谷氨酸棒杆菌NAD激酶的过表达对L-异亮氨酸合成的促进作用

NAD激酶催化辅酶ⅠNAD(H)]发生磷酸化,转变成辅酶ⅡNADP(H)],而还原态辅酶Ⅱ(NADPH)是L-异亮氨酸合成的必要辅因子。为了提高NADPH的供应,首先克隆了谷氨酸棒杆菌NAD激酶基因ppnK,并利用大肠杆菌-棒状杆菌诱导型穿梭表达载体pDXW-8和组成型穿梭表达载体pDXW-9在L-异亮氨酸合成菌——乳糖发酵短杆菌JHI3-156中进行表达。摇瓶发酵后,ppnK诱导表达菌JHI3-156/pDXW-8-ppnK的NAD激酶酶活(4.33±0.74 U/g)比pDXW-8空载菌提高了83.5%,辅酶Ⅱ与辅酶Ⅰ的比例提高了63.8%,L-异亮氨酸产量(3.86±0.12 g/L)提高了82.9%;ppnK组成表达菌JHI3-156/pDXW-9-ppnK的NAD激酶酶活(7.67±0.65 U/g)比pDXW-9空载菌提高了2.20倍,辅酶Ⅱ与辅酶Ⅰ的比例提高了1.34倍,NADPH含量提高了21.7%,L-异亮氨酸产量(2.99±0.18 g/L)提高了41.7%。这说明NAD激酶有助于辅酶Ⅱ的供应和L-异亮氨酸的生物合成,这对于其他氨基酸的生产也有一定的参考依据。

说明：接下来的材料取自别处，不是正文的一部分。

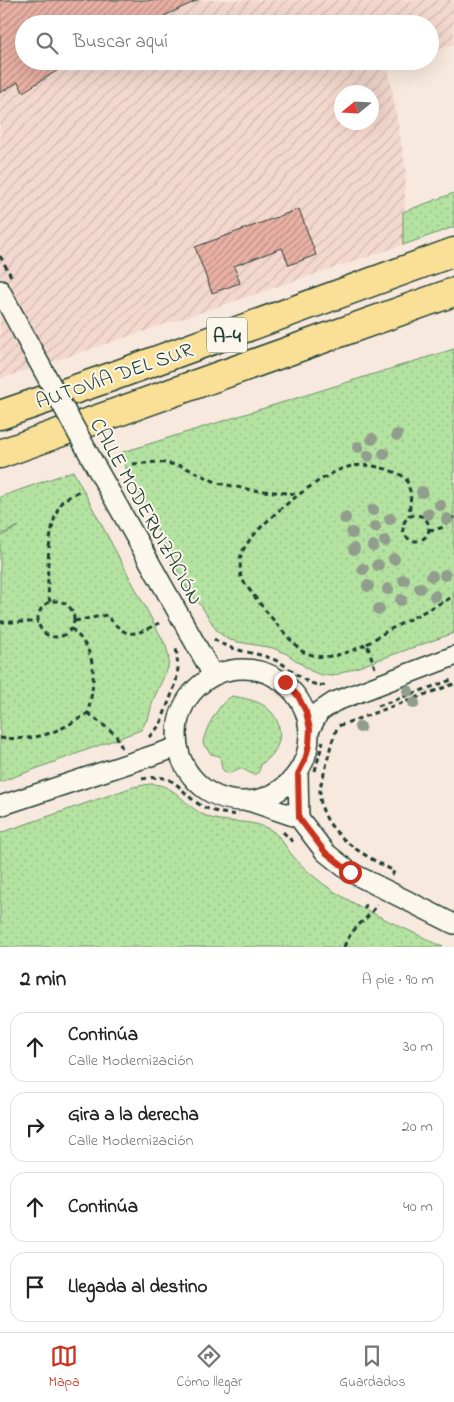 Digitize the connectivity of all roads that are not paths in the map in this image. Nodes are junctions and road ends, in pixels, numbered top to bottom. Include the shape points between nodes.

Overexpression of Corynebacterium glutamicum NAD kinase improves L-isoleucine biosynthesis

NAD kinase catalyzes the phosphorylation of coenzyme Ⅰ NAD(H)] to form coenzyme Ⅱ NADP(H)],and NADPH is an important cofactor in L-isoleucine biosynthesis.In order to improve NADPH supply,ppnK,the gene encoding NAD kinase in Corynebacterium glutamicum was cloned and separately expressed in an L-isoleucine synthetic strain,Brevibacterium lactofermentum JHI3-156,by an inducible expression vector pDXW-8 and a constitutive expression vector pDXW-9.Compared with the control strain JHI3-156/pDXW-8,NAD kinase activity of the inducible ppnK-expressing strain JHI3-156/pDXW-8-ppnK was increased by 83.5%.NADP(H)/NAD(H) ratio was also increased by 63.8%.L-isoleucine biosynthesis was improved by 82.9%.Compared with the control strain JHI3-156/pDXW-9,NAD kinase activity of the constitutive ppnK-expressing strain JHI3-156/pDXW-9-ppnK was increased by 220%.NADP(H)/ NAD(H) ratio and NADPH concentration were increased by 134% and 21.7%,respectively.L-isoleucine biosynthesis was increased by 41.7%.These results demonstrate that NAD kinase can improve the coenzyme Ⅱ supply and L-isoleucine biosynthesis,which would also be useful for biosynthesis of other amino acids.